* _PROMPT_
Keep the text of the data exactly as it is and omit each picture from the copy.

(Saved data entries)
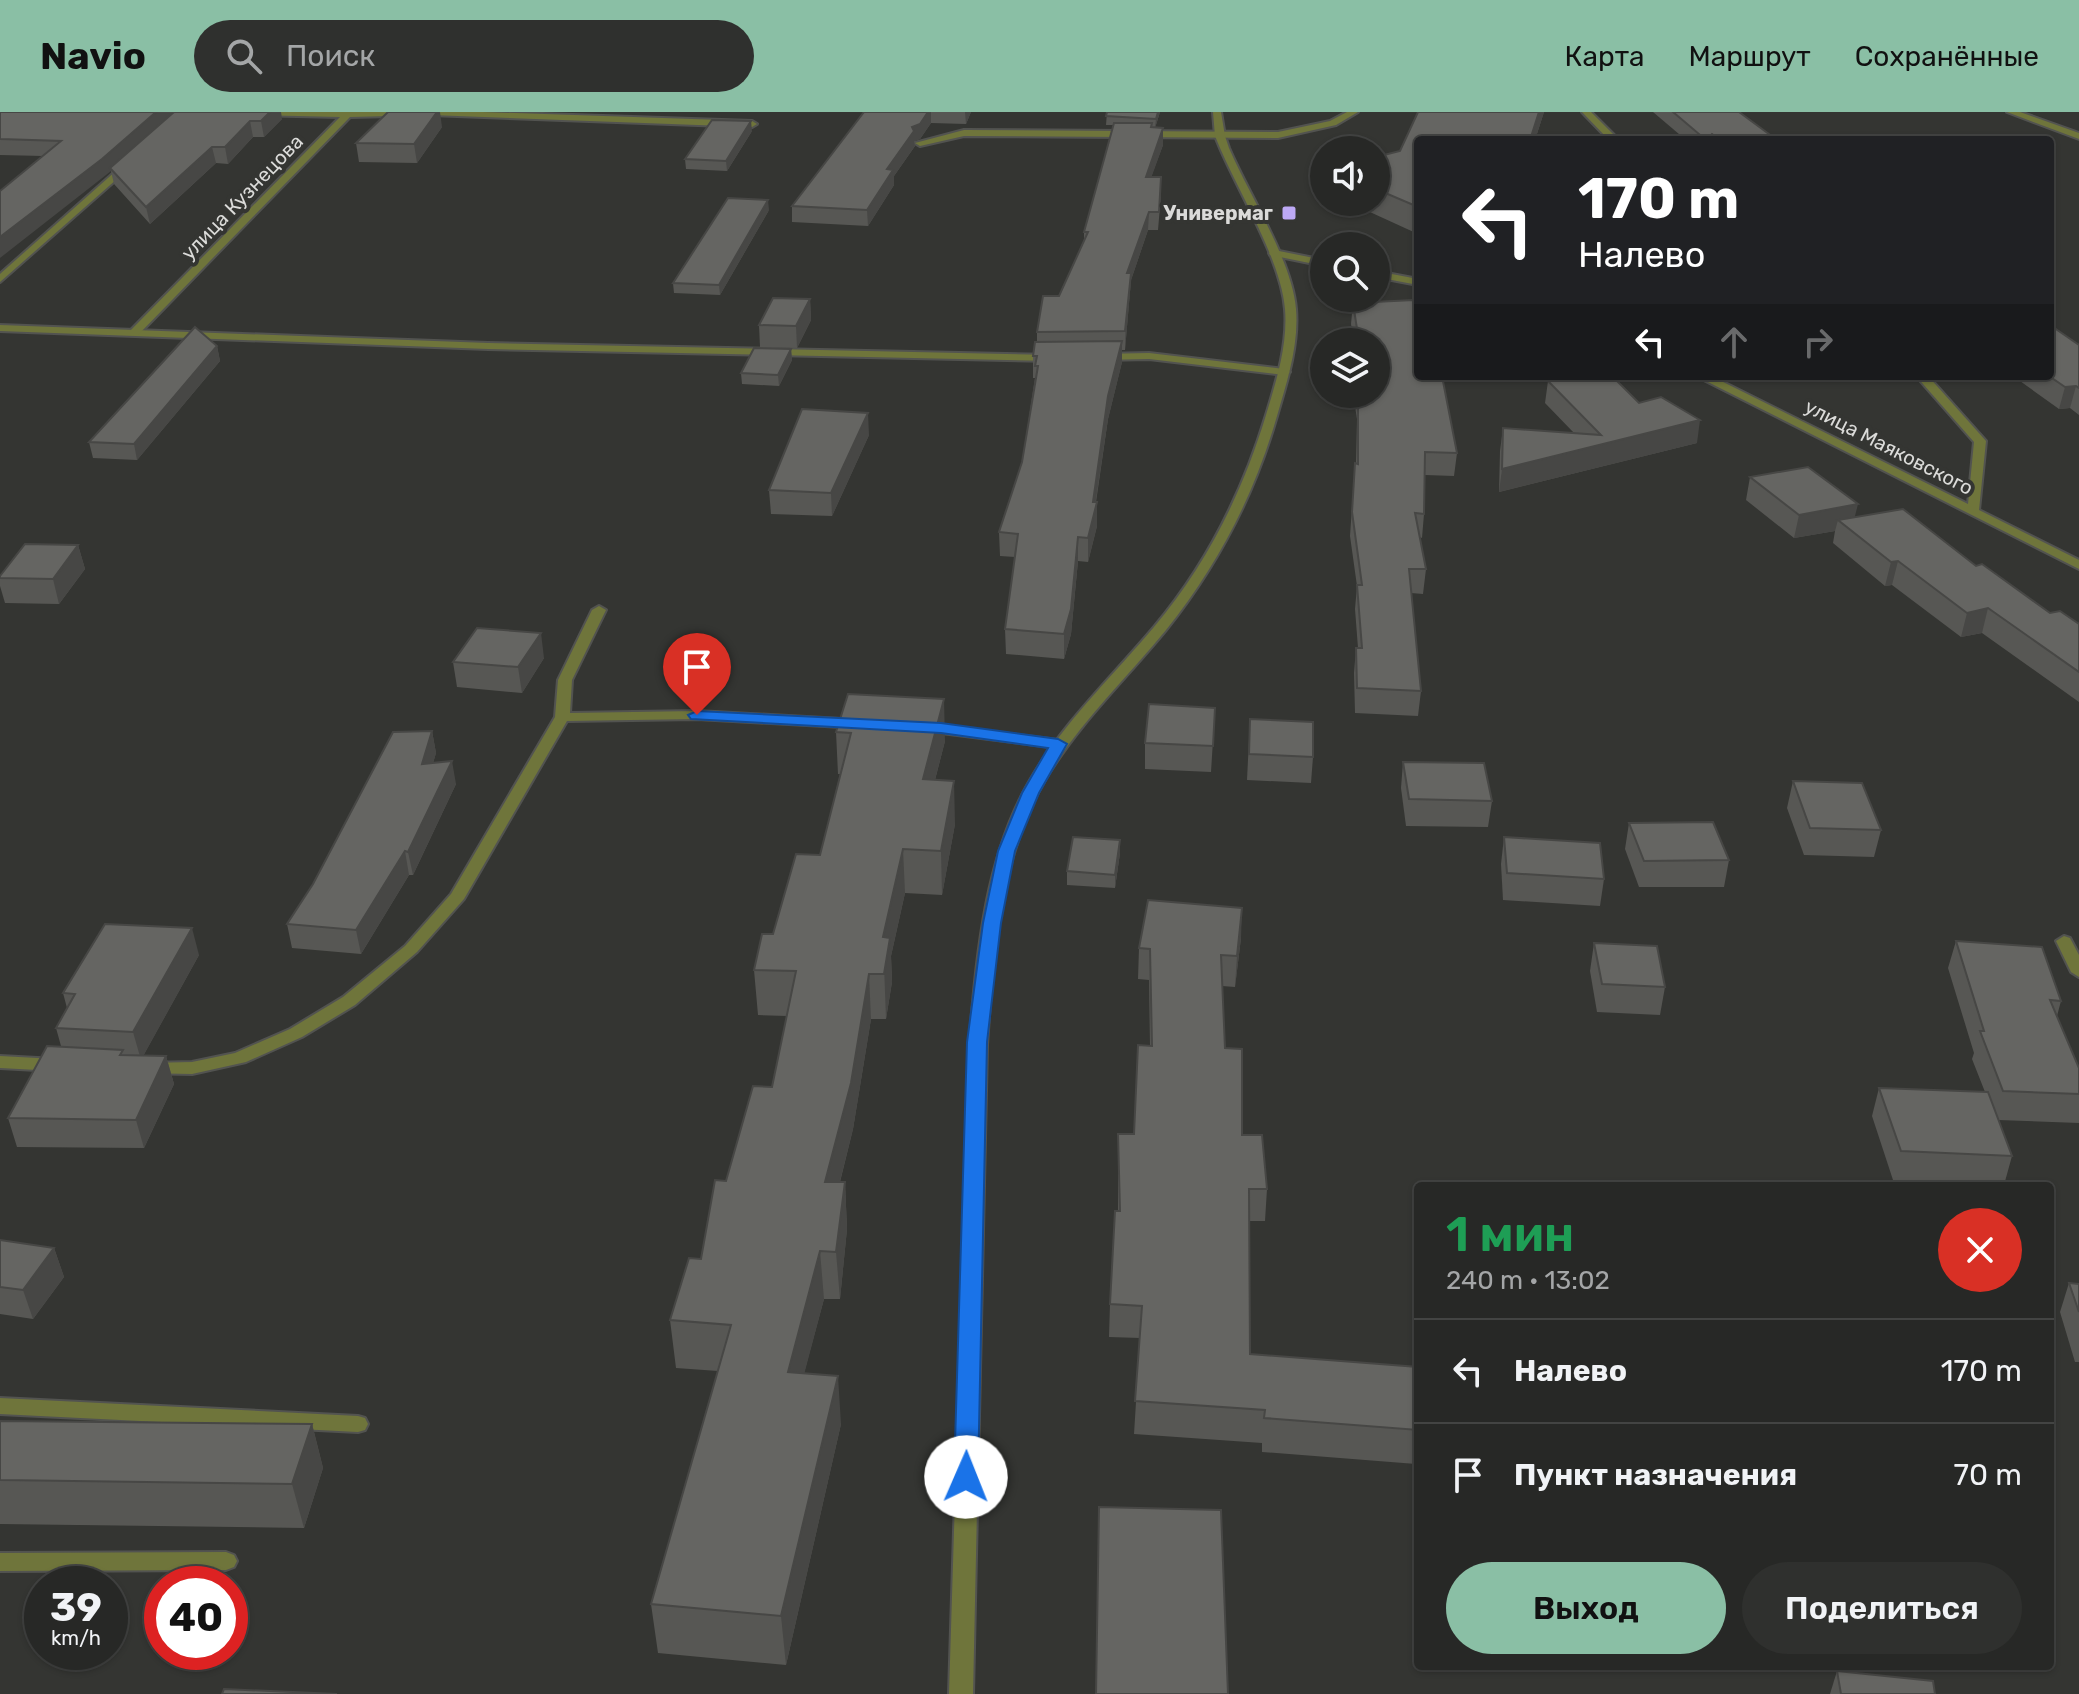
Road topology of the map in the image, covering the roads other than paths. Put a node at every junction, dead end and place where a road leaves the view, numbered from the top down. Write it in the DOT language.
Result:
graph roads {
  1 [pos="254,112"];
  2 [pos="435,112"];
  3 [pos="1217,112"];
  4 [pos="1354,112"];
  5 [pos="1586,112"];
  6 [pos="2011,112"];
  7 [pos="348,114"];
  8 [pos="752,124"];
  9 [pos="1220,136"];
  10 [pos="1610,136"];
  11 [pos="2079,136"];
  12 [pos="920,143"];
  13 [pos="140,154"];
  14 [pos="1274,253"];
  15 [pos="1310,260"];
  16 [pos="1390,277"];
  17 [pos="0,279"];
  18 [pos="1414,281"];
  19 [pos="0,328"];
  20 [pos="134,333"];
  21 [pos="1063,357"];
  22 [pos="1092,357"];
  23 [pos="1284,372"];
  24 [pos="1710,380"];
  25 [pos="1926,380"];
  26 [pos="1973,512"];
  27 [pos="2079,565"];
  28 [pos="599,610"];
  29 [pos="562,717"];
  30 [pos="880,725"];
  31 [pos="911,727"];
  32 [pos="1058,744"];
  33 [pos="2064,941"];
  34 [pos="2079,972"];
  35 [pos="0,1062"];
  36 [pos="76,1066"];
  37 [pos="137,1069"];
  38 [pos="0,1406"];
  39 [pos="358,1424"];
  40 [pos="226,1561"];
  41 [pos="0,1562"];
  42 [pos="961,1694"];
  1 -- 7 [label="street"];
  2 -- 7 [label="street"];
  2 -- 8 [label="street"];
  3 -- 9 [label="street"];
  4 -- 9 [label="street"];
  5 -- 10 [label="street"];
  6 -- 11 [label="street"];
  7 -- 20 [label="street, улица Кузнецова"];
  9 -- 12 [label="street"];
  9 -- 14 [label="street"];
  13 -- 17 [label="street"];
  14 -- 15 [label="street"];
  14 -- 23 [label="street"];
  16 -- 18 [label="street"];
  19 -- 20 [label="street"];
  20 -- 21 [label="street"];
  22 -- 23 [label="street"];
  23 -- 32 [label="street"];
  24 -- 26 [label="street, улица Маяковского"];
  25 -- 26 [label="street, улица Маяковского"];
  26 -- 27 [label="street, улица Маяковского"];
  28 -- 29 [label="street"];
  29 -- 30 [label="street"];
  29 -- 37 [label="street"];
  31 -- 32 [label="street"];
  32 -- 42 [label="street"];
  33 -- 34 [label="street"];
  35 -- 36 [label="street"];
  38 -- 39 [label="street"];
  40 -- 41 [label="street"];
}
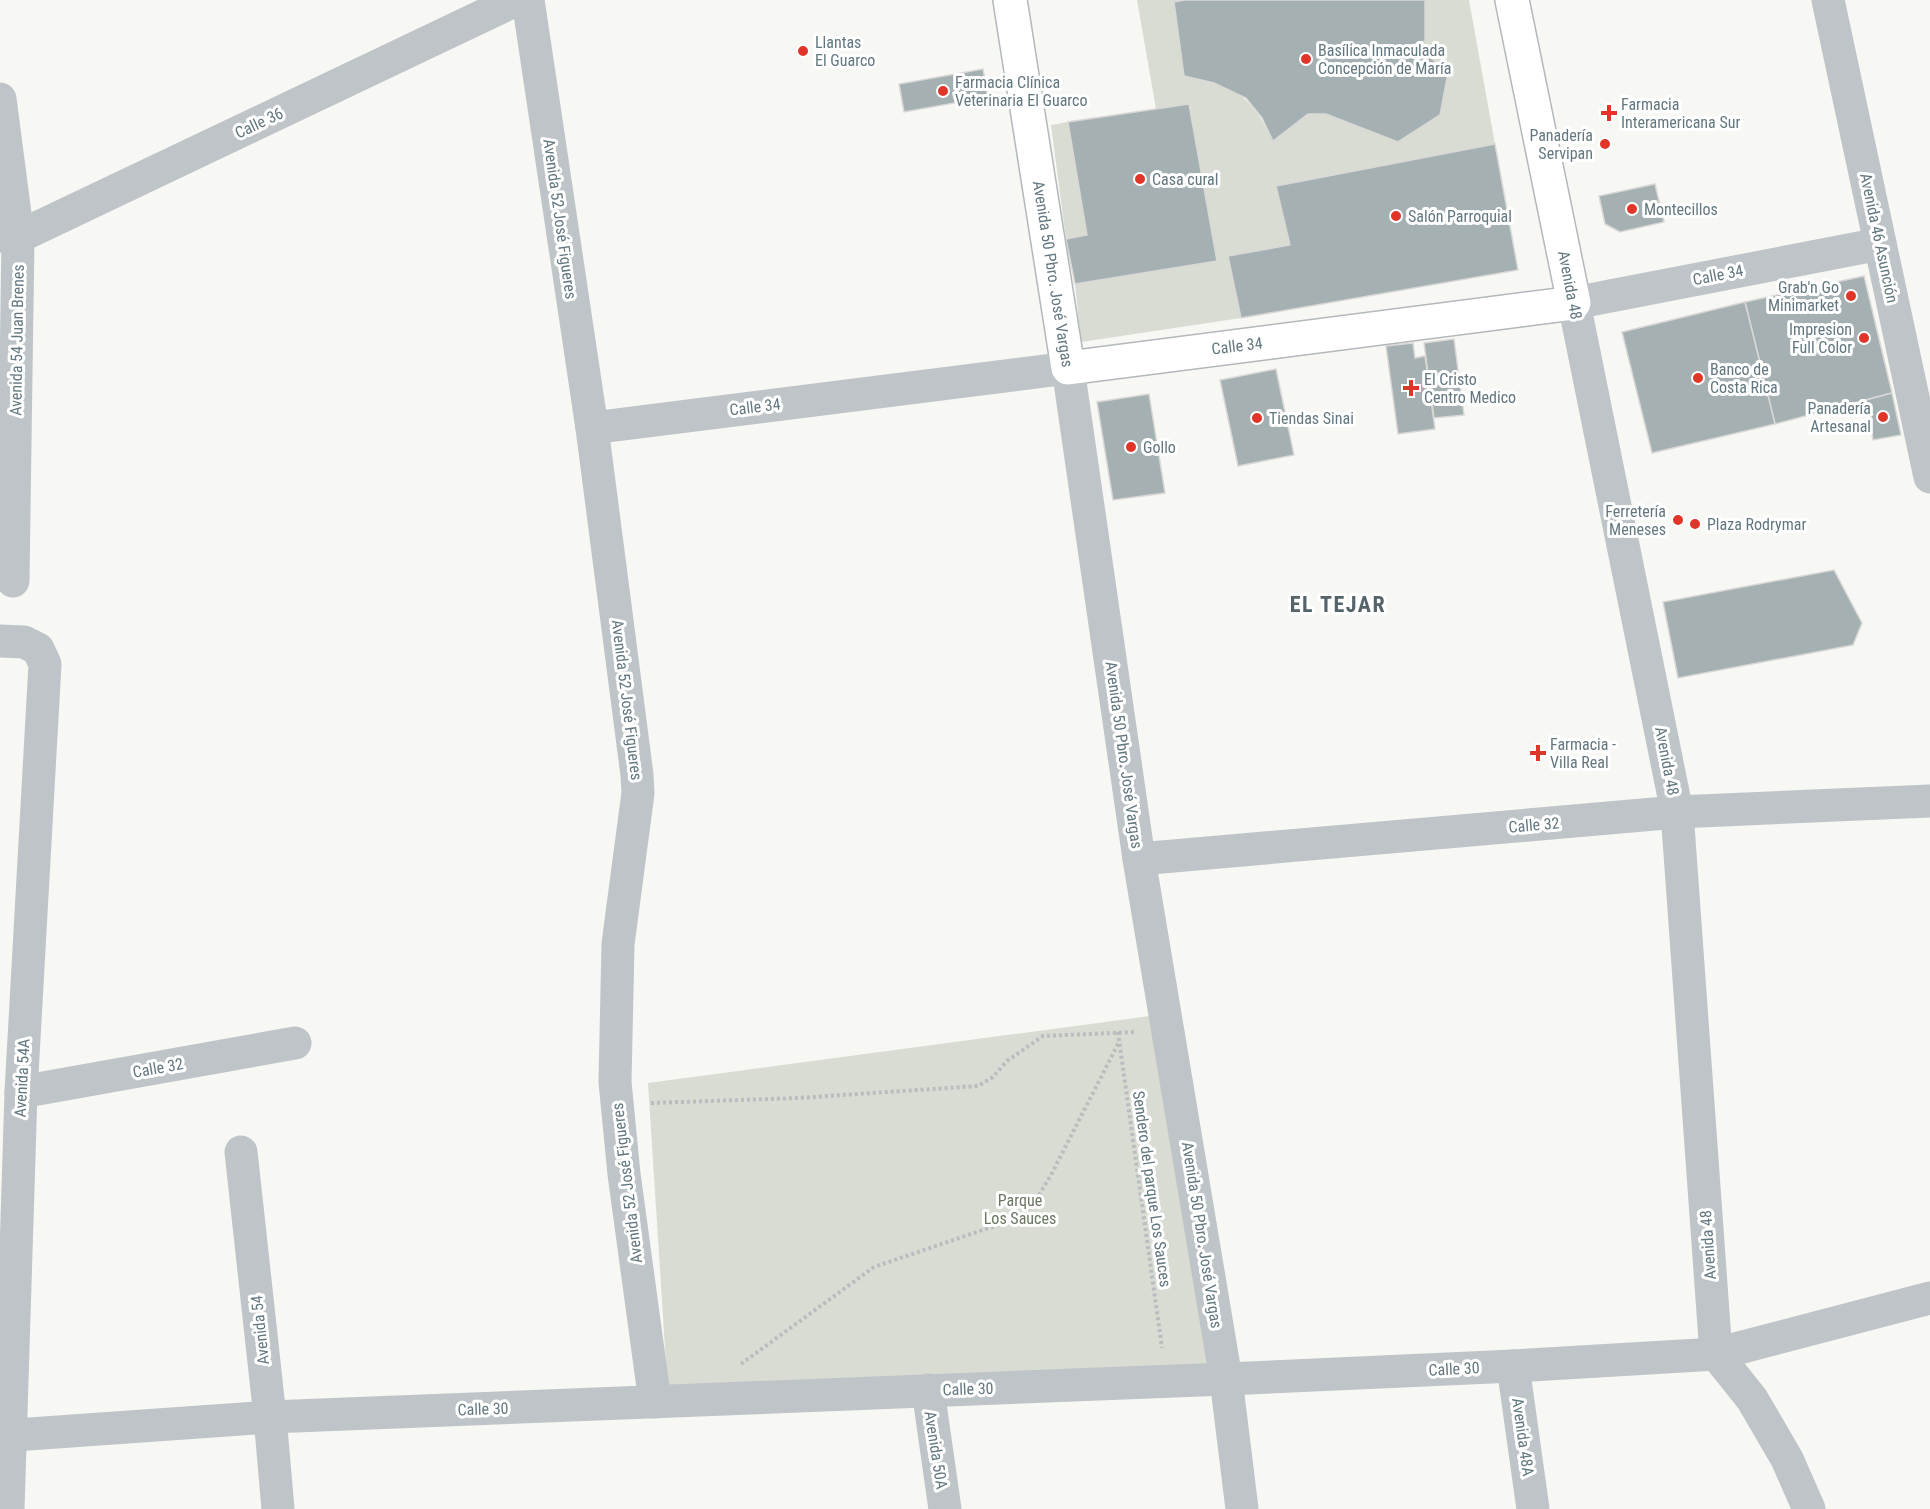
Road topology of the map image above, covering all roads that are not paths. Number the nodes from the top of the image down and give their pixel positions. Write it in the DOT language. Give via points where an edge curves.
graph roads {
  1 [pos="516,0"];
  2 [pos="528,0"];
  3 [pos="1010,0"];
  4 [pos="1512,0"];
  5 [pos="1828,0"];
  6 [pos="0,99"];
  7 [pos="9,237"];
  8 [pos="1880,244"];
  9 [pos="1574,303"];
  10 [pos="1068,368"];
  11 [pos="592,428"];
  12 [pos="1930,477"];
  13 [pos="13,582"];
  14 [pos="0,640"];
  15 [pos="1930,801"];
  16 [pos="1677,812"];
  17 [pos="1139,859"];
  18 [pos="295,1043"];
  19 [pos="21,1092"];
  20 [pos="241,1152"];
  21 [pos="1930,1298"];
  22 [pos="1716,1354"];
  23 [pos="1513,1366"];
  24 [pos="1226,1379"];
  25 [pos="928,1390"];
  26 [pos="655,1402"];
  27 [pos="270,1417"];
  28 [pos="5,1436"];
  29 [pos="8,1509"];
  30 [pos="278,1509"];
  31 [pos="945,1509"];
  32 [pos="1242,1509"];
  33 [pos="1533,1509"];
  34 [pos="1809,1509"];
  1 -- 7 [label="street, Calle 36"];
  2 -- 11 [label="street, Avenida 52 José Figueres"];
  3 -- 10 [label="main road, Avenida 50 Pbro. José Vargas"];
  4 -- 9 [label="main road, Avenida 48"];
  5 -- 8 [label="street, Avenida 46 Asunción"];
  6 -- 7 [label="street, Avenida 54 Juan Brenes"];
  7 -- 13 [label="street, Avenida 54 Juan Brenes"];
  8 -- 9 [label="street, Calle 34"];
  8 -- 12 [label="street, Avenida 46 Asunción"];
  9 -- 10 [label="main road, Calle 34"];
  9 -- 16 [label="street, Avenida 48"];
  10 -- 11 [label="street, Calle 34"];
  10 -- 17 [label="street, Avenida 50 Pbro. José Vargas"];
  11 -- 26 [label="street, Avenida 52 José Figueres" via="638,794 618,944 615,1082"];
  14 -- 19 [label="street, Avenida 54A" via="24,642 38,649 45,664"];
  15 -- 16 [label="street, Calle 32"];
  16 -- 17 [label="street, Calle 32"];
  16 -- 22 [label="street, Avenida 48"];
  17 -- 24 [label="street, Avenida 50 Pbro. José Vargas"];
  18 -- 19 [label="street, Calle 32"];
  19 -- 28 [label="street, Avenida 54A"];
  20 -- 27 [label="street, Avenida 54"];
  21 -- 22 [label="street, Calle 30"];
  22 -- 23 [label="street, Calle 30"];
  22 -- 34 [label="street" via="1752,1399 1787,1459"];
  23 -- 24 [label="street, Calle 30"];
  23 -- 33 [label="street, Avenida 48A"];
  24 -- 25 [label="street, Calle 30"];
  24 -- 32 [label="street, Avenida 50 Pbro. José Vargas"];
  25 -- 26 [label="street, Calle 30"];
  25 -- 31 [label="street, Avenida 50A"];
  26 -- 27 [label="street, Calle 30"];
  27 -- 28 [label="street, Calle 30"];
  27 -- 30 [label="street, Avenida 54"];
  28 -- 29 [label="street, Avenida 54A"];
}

* _TASK RESPONSE_
Road topology of the map in the image, covering the roads other than paths. Put a node at every junction, dead end and place where a road leaves the view, numbered from the top down. Write it in the DOT language.
Result:
graph roads {
  1 [pos="254,112"];
  2 [pos="435,112"];
  3 [pos="1217,112"];
  4 [pos="1354,112"];
  5 [pos="1586,112"];
  6 [pos="2011,112"];
  7 [pos="348,114"];
  8 [pos="752,124"];
  9 [pos="1220,136"];
  10 [pos="1610,136"];
  11 [pos="2079,136"];
  12 [pos="920,143"];
  13 [pos="140,154"];
  14 [pos="1274,253"];
  15 [pos="1310,260"];
  16 [pos="1390,277"];
  17 [pos="0,279"];
  18 [pos="1414,281"];
  19 [pos="0,328"];
  20 [pos="134,333"];
  21 [pos="1063,357"];
  22 [pos="1092,357"];
  23 [pos="1284,372"];
  24 [pos="1710,380"];
  25 [pos="1926,380"];
  26 [pos="1973,512"];
  27 [pos="2079,565"];
  28 [pos="599,610"];
  29 [pos="562,717"];
  30 [pos="880,725"];
  31 [pos="911,727"];
  32 [pos="1058,744"];
  33 [pos="2064,941"];
  34 [pos="2079,972"];
  35 [pos="0,1062"];
  36 [pos="76,1066"];
  37 [pos="137,1069"];
  38 [pos="0,1406"];
  39 [pos="358,1424"];
  40 [pos="226,1561"];
  41 [pos="0,1562"];
  42 [pos="961,1694"];
  1 -- 7 [label="street"];
  2 -- 7 [label="street"];
  2 -- 8 [label="street"];
  3 -- 9 [label="street"];
  4 -- 9 [label="street"];
  5 -- 10 [label="street"];
  6 -- 11 [label="street"];
  7 -- 20 [label="street, улица Кузнецова"];
  9 -- 12 [label="street"];
  9 -- 14 [label="street"];
  13 -- 17 [label="street"];
  14 -- 15 [label="street"];
  14 -- 23 [label="street"];
  16 -- 18 [label="street"];
  19 -- 20 [label="street"];
  20 -- 21 [label="street"];
  22 -- 23 [label="street"];
  23 -- 32 [label="street"];
  24 -- 26 [label="street, улица Маяковского"];
  25 -- 26 [label="street, улица Маяковского"];
  26 -- 27 [label="street, улица Маяковского"];
  28 -- 29 [label="street"];
  29 -- 30 [label="street"];
  29 -- 37 [label="street"];
  31 -- 32 [label="street"];
  32 -- 42 [label="street"];
  33 -- 34 [label="street"];
  35 -- 36 [label="street"];
  38 -- 39 [label="street"];
  40 -- 41 [label="street"];
}
Road topology of the map image above, covering all roads that are not paths. Number the nodes from the top of the image down and give their pixel positions. Write it in the DOT language. Give via points where an edge curves.
graph roads {
  1 [pos="516,0"];
  2 [pos="528,0"];
  3 [pos="1010,0"];
  4 [pos="1512,0"];
  5 [pos="1828,0"];
  6 [pos="0,99"];
  7 [pos="9,237"];
  8 [pos="1880,244"];
  9 [pos="1574,303"];
  10 [pos="1068,368"];
  11 [pos="592,428"];
  12 [pos="1930,477"];
  13 [pos="13,582"];
  14 [pos="0,640"];
  15 [pos="1930,801"];
  16 [pos="1677,812"];
  17 [pos="1139,859"];
  18 [pos="295,1043"];
  19 [pos="21,1092"];
  20 [pos="241,1152"];
  21 [pos="1930,1298"];
  22 [pos="1716,1354"];
  23 [pos="1513,1366"];
  24 [pos="1226,1379"];
  25 [pos="928,1390"];
  26 [pos="655,1402"];
  27 [pos="270,1417"];
  28 [pos="5,1436"];
  29 [pos="8,1509"];
  30 [pos="278,1509"];
  31 [pos="945,1509"];
  32 [pos="1242,1509"];
  33 [pos="1533,1509"];
  34 [pos="1809,1509"];
  1 -- 7 [label="street, Calle 36"];
  2 -- 11 [label="street, Avenida 52 José Figueres"];
  3 -- 10 [label="main road, Avenida 50 Pbro. José Vargas"];
  4 -- 9 [label="main road, Avenida 48"];
  5 -- 8 [label="street, Avenida 46 Asunción"];
  6 -- 7 [label="street, Avenida 54 Juan Brenes"];
  7 -- 13 [label="street, Avenida 54 Juan Brenes"];
  8 -- 9 [label="street, Calle 34"];
  8 -- 12 [label="street, Avenida 46 Asunción"];
  9 -- 10 [label="main road, Calle 34"];
  9 -- 16 [label="street, Avenida 48"];
  10 -- 11 [label="street, Calle 34"];
  10 -- 17 [label="street, Avenida 50 Pbro. José Vargas"];
  11 -- 26 [label="street, Avenida 52 José Figueres" via="638,794 618,944 615,1082"];
  14 -- 19 [label="street, Avenida 54A" via="24,642 38,649 45,664"];
  15 -- 16 [label="street, Calle 32"];
  16 -- 17 [label="street, Calle 32"];
  16 -- 22 [label="street, Avenida 48"];
  17 -- 24 [label="street, Avenida 50 Pbro. José Vargas"];
  18 -- 19 [label="street, Calle 32"];
  19 -- 28 [label="street, Avenida 54A"];
  20 -- 27 [label="street, Avenida 54"];
  21 -- 22 [label="street, Calle 30"];
  22 -- 23 [label="street, Calle 30"];
  22 -- 34 [label="street" via="1752,1399 1787,1459"];
  23 -- 24 [label="street, Calle 30"];
  23 -- 33 [label="street, Avenida 48A"];
  24 -- 25 [label="street, Calle 30"];
  24 -- 32 [label="street, Avenida 50 Pbro. José Vargas"];
  25 -- 26 [label="street, Calle 30"];
  25 -- 31 [label="street, Avenida 50A"];
  26 -- 27 [label="street, Calle 30"];
  27 -- 28 [label="street, Calle 30"];
  27 -- 30 [label="street, Avenida 54"];
  28 -- 29 [label="street, Avenida 54A"];
}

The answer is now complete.